TASK OBJECTIVE:
Repeat each entry word for word; the images are not part of the copy.

##### DATA SHOWN

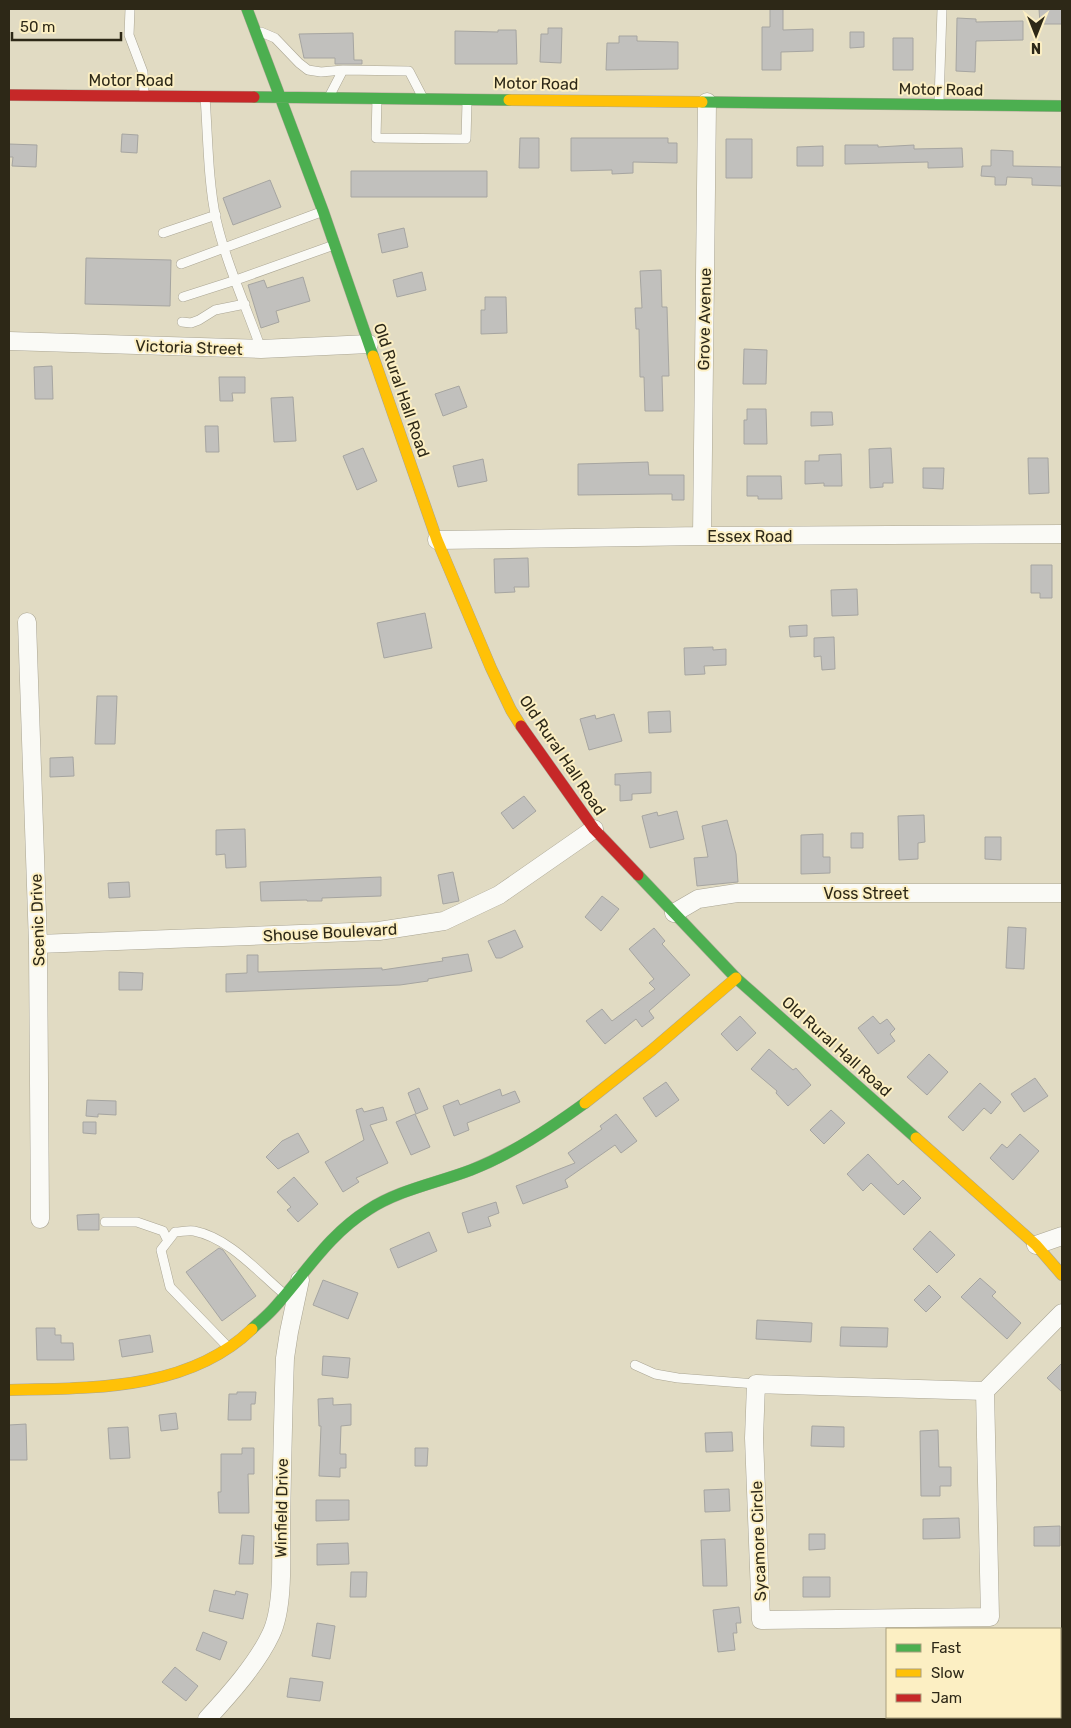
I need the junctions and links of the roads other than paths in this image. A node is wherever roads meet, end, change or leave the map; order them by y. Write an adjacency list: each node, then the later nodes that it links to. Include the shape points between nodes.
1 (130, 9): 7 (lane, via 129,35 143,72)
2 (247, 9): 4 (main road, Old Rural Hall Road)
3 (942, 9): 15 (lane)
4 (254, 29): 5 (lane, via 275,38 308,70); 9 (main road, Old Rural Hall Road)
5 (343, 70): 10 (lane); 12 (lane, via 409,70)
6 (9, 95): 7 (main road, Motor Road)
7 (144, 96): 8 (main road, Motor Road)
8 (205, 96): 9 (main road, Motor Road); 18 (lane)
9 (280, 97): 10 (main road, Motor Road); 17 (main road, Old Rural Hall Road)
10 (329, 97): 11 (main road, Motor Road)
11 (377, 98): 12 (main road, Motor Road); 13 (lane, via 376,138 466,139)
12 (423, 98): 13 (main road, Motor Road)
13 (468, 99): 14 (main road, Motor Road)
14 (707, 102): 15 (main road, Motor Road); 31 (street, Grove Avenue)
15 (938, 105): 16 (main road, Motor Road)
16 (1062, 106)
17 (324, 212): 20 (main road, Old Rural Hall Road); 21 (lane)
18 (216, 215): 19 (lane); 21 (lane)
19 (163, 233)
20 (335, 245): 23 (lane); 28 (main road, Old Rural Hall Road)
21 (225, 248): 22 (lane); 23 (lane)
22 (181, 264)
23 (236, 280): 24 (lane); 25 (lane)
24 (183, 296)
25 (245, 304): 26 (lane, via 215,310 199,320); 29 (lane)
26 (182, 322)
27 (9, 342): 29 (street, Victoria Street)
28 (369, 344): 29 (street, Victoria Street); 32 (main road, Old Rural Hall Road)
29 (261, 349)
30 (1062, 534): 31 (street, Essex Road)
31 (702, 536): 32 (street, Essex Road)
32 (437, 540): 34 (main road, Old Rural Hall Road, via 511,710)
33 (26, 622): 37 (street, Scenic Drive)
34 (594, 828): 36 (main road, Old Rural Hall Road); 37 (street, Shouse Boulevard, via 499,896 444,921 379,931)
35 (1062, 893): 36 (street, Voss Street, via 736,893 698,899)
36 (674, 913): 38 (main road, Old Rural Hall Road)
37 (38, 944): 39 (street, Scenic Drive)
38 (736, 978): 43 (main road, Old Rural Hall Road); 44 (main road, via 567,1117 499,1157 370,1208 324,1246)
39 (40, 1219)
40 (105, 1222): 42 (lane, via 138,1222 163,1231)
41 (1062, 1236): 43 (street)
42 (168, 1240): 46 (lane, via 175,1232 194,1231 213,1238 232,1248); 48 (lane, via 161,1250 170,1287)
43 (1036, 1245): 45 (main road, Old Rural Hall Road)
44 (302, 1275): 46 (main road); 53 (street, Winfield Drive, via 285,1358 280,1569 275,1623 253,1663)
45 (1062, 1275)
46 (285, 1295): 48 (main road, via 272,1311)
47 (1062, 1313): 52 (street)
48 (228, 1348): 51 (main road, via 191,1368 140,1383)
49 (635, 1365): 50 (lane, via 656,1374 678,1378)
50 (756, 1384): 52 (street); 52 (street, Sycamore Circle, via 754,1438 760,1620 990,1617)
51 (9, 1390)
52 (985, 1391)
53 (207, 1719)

##########

OUTPUT BELOW:
I need the junctions and links of the roads other than paths in this image. A node is wherever roads meet, end, change or leave the map; order them by y. Write an adjacency list: each node, then the later nodes that it links to. Include the shape points between nodes.
1 (130, 9): 7 (lane, via 129,35 143,72)
2 (247, 9): 4 (main road, Old Rural Hall Road)
3 (942, 9): 15 (lane)
4 (254, 29): 5 (lane, via 275,38 308,70); 9 (main road, Old Rural Hall Road)
5 (343, 70): 10 (lane); 12 (lane, via 409,70)
6 (9, 95): 7 (main road, Motor Road)
7 (144, 96): 8 (main road, Motor Road)
8 (205, 96): 9 (main road, Motor Road); 18 (lane)
9 (280, 97): 10 (main road, Motor Road); 17 (main road, Old Rural Hall Road)
10 (329, 97): 11 (main road, Motor Road)
11 (377, 98): 12 (main road, Motor Road); 13 (lane, via 376,138 466,139)
12 (423, 98): 13 (main road, Motor Road)
13 (468, 99): 14 (main road, Motor Road)
14 (707, 102): 15 (main road, Motor Road); 31 (street, Grove Avenue)
15 (938, 105): 16 (main road, Motor Road)
16 (1062, 106)
17 (324, 212): 20 (main road, Old Rural Hall Road); 21 (lane)
18 (216, 215): 19 (lane); 21 (lane)
19 (163, 233)
20 (335, 245): 23 (lane); 28 (main road, Old Rural Hall Road)
21 (225, 248): 22 (lane); 23 (lane)
22 (181, 264)
23 (236, 280): 24 (lane); 25 (lane)
24 (183, 296)
25 (245, 304): 26 (lane, via 215,310 199,320); 29 (lane)
26 (182, 322)
27 (9, 342): 29 (street, Victoria Street)
28 (369, 344): 29 (street, Victoria Street); 32 (main road, Old Rural Hall Road)
29 (261, 349)
30 (1062, 534): 31 (street, Essex Road)
31 (702, 536): 32 (street, Essex Road)
32 (437, 540): 34 (main road, Old Rural Hall Road, via 511,710)
33 (26, 622): 37 (street, Scenic Drive)
34 (594, 828): 36 (main road, Old Rural Hall Road); 37 (street, Shouse Boulevard, via 499,896 444,921 379,931)
35 (1062, 893): 36 (street, Voss Street, via 736,893 698,899)
36 (674, 913): 38 (main road, Old Rural Hall Road)
37 (38, 944): 39 (street, Scenic Drive)
38 (736, 978): 43 (main road, Old Rural Hall Road); 44 (main road, via 567,1117 499,1157 370,1208 324,1246)
39 (40, 1219)
40 (105, 1222): 42 (lane, via 138,1222 163,1231)
41 (1062, 1236): 43 (street)
42 (168, 1240): 46 (lane, via 175,1232 194,1231 213,1238 232,1248); 48 (lane, via 161,1250 170,1287)
43 (1036, 1245): 45 (main road, Old Rural Hall Road)
44 (302, 1275): 46 (main road); 53 (street, Winfield Drive, via 285,1358 280,1569 275,1623 253,1663)
45 (1062, 1275)
46 (285, 1295): 48 (main road, via 272,1311)
47 (1062, 1313): 52 (street)
48 (228, 1348): 51 (main road, via 191,1368 140,1383)
49 (635, 1365): 50 (lane, via 656,1374 678,1378)
50 (756, 1384): 52 (street); 52 (street, Sycamore Circle, via 754,1438 760,1620 990,1617)
51 (9, 1390)
52 (985, 1391)
53 (207, 1719)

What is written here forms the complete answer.